Exercise requirements: Present exactly, and only, the lines running from the line that contains "Which roads connect where in this" through the end of the entries below.

************

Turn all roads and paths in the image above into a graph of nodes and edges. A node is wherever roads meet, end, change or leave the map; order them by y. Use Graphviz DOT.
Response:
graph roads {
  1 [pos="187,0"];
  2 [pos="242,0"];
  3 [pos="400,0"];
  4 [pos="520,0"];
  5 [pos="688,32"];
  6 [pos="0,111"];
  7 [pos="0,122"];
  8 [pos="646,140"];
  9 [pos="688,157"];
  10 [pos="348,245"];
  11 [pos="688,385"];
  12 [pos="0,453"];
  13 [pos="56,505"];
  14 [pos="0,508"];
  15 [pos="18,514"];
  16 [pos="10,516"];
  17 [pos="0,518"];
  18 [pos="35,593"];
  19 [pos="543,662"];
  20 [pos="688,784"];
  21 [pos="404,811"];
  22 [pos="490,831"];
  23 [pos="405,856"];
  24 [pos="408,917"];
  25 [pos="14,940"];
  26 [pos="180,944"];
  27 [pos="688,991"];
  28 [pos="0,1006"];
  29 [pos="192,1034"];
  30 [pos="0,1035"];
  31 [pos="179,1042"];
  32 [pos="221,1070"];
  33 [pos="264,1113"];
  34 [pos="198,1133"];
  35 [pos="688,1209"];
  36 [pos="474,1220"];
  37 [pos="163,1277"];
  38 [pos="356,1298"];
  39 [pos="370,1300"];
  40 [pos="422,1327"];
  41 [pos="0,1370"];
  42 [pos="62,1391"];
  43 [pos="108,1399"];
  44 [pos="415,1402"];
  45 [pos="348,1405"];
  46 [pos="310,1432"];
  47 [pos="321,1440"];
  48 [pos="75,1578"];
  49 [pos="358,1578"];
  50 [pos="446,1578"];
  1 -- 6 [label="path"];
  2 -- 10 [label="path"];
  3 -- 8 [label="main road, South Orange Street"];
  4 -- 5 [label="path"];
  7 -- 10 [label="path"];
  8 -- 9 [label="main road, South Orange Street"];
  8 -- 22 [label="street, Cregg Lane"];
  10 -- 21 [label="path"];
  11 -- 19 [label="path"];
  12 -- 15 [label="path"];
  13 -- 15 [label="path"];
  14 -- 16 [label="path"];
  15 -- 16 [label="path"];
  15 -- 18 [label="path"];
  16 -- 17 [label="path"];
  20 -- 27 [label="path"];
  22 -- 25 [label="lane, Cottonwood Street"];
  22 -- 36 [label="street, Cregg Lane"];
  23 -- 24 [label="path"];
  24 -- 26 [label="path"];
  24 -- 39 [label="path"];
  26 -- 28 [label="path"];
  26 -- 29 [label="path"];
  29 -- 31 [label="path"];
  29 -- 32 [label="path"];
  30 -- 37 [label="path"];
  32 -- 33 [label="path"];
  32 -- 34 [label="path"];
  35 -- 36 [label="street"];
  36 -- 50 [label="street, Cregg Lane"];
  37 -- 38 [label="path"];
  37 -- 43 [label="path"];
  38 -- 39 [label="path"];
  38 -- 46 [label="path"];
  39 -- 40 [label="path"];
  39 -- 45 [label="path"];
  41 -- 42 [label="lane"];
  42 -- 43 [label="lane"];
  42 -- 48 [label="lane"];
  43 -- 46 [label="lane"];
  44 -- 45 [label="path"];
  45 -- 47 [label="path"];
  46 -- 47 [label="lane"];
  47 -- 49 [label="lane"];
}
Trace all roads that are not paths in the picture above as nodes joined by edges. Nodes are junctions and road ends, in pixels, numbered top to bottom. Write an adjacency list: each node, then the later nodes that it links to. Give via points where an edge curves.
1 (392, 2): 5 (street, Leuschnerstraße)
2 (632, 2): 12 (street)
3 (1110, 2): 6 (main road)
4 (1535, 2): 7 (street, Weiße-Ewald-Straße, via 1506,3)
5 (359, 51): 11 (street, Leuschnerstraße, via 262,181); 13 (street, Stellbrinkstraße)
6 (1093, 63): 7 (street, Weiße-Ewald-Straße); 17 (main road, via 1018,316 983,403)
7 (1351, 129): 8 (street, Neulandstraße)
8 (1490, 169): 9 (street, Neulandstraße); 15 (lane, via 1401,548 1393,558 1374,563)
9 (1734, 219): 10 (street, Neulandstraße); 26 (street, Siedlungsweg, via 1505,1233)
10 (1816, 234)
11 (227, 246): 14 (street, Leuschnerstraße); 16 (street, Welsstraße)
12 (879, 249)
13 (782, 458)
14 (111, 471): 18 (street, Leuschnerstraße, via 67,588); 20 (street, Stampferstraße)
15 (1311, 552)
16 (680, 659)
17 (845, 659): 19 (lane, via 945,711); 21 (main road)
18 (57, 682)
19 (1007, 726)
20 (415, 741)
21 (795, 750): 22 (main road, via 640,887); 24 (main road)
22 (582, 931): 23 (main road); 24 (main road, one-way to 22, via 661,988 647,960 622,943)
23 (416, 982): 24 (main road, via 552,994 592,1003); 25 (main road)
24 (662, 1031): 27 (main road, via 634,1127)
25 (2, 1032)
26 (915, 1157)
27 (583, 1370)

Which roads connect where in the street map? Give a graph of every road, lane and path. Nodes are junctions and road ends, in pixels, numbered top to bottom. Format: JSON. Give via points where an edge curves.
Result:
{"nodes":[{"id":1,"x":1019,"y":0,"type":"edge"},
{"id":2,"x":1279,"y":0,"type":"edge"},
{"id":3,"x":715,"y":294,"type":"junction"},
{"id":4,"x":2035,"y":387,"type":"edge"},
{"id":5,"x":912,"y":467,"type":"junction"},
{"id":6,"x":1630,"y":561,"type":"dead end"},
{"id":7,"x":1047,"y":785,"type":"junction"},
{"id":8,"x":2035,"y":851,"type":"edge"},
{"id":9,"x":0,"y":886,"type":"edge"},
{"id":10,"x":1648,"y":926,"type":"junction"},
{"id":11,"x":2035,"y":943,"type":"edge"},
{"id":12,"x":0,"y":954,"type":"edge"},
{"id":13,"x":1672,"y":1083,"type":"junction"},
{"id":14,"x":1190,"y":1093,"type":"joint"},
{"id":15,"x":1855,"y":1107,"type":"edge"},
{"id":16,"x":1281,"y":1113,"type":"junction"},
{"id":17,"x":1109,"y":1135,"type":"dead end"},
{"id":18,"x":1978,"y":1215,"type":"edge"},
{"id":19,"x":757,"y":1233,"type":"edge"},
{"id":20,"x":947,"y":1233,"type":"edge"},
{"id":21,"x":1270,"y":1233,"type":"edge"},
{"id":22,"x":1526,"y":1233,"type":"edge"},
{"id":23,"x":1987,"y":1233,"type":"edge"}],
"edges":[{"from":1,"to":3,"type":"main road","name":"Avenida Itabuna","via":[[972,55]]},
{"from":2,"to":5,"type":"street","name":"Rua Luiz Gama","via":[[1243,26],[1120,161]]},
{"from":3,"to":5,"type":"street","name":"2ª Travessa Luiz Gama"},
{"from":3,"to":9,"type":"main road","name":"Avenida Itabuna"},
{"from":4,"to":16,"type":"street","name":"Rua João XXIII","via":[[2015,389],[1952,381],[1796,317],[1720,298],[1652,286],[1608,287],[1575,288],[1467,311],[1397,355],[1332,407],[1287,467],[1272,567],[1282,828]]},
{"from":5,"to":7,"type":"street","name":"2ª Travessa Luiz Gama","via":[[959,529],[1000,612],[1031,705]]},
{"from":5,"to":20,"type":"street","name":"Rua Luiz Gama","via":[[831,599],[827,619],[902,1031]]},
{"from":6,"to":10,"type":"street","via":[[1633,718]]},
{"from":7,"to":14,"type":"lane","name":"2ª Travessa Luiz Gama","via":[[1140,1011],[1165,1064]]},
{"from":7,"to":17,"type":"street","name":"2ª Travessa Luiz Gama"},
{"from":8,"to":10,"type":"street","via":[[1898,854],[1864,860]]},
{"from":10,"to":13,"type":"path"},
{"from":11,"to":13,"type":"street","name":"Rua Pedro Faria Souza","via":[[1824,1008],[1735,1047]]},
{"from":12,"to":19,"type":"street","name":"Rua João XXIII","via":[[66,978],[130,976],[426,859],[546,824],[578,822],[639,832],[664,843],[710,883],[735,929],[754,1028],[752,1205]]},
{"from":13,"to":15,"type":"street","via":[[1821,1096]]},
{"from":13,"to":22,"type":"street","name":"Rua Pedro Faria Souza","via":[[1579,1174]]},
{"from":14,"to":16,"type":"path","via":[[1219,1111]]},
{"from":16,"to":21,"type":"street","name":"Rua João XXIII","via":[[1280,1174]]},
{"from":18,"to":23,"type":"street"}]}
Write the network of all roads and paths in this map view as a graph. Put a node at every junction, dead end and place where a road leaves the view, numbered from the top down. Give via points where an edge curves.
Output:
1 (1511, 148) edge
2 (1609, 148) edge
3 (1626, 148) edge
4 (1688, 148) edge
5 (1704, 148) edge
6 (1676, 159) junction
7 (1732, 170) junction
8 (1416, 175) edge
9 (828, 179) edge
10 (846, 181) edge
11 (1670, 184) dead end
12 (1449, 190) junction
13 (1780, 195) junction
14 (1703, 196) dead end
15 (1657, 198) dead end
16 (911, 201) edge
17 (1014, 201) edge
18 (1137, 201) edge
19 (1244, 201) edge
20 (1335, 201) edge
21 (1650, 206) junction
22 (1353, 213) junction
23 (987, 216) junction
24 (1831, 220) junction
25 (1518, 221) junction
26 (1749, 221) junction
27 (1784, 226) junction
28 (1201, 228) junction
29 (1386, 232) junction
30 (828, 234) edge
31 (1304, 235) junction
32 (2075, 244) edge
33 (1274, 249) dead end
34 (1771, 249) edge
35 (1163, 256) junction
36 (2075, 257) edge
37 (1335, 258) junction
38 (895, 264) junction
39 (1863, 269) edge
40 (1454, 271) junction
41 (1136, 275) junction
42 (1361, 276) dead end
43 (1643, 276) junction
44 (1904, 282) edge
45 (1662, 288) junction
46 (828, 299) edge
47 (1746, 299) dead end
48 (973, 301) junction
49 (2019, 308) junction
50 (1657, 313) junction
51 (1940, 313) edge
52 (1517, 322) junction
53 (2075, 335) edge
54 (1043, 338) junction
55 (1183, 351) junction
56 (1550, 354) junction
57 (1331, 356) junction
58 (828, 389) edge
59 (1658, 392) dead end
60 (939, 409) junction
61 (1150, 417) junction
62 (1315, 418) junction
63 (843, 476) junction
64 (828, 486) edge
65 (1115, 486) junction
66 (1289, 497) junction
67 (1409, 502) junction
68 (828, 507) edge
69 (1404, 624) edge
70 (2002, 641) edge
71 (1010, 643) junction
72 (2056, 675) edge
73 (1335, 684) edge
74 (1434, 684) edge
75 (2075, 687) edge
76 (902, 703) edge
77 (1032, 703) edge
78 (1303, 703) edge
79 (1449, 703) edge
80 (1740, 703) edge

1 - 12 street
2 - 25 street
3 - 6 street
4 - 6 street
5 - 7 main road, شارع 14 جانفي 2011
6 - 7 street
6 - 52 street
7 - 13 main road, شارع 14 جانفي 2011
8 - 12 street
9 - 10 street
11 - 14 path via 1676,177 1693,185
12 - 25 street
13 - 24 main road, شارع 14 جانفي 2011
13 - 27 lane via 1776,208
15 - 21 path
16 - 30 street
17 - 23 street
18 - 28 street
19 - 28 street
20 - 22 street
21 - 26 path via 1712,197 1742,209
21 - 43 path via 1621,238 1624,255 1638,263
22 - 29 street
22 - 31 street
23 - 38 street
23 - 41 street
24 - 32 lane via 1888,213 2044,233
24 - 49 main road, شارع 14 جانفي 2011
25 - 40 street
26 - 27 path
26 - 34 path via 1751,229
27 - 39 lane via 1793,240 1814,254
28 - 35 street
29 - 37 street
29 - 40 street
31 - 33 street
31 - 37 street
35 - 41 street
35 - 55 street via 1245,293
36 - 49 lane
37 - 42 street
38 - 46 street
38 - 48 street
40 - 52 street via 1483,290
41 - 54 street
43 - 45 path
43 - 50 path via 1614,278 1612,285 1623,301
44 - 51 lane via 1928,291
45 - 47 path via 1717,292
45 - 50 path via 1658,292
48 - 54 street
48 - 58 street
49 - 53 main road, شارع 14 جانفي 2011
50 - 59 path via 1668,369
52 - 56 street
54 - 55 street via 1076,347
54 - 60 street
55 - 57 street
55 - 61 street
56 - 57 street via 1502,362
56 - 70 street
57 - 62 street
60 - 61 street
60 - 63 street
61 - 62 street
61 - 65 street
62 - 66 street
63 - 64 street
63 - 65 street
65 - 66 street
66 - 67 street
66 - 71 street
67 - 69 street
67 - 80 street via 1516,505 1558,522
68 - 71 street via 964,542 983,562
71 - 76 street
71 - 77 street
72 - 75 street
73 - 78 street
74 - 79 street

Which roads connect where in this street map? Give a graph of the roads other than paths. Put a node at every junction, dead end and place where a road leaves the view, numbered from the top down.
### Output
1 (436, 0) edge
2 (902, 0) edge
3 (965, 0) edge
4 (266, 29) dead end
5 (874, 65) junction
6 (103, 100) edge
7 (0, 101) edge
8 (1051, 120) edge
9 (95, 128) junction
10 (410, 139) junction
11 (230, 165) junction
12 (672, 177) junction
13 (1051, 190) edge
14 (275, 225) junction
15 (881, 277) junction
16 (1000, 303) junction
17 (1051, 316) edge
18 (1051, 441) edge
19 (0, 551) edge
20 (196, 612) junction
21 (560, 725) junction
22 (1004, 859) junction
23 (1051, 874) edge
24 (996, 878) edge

************

Reply:
Which roads connect where in this street map? Give a graph of the roads other than paths. Put a node at every junction, dead end and place where a road leaves the view, numbered from the top down.
### Output
1 (436, 0) edge
2 (902, 0) edge
3 (965, 0) edge
4 (266, 29) dead end
5 (874, 65) junction
6 (103, 100) edge
7 (0, 101) edge
8 (1051, 120) edge
9 (95, 128) junction
10 (410, 139) junction
11 (230, 165) junction
12 (672, 177) junction
13 (1051, 190) edge
14 (275, 225) junction
15 (881, 277) junction
16 (1000, 303) junction
17 (1051, 316) edge
18 (1051, 441) edge
19 (0, 551) edge
20 (196, 612) junction
21 (560, 725) junction
22 (1004, 859) junction
23 (1051, 874) edge
24 (996, 878) edge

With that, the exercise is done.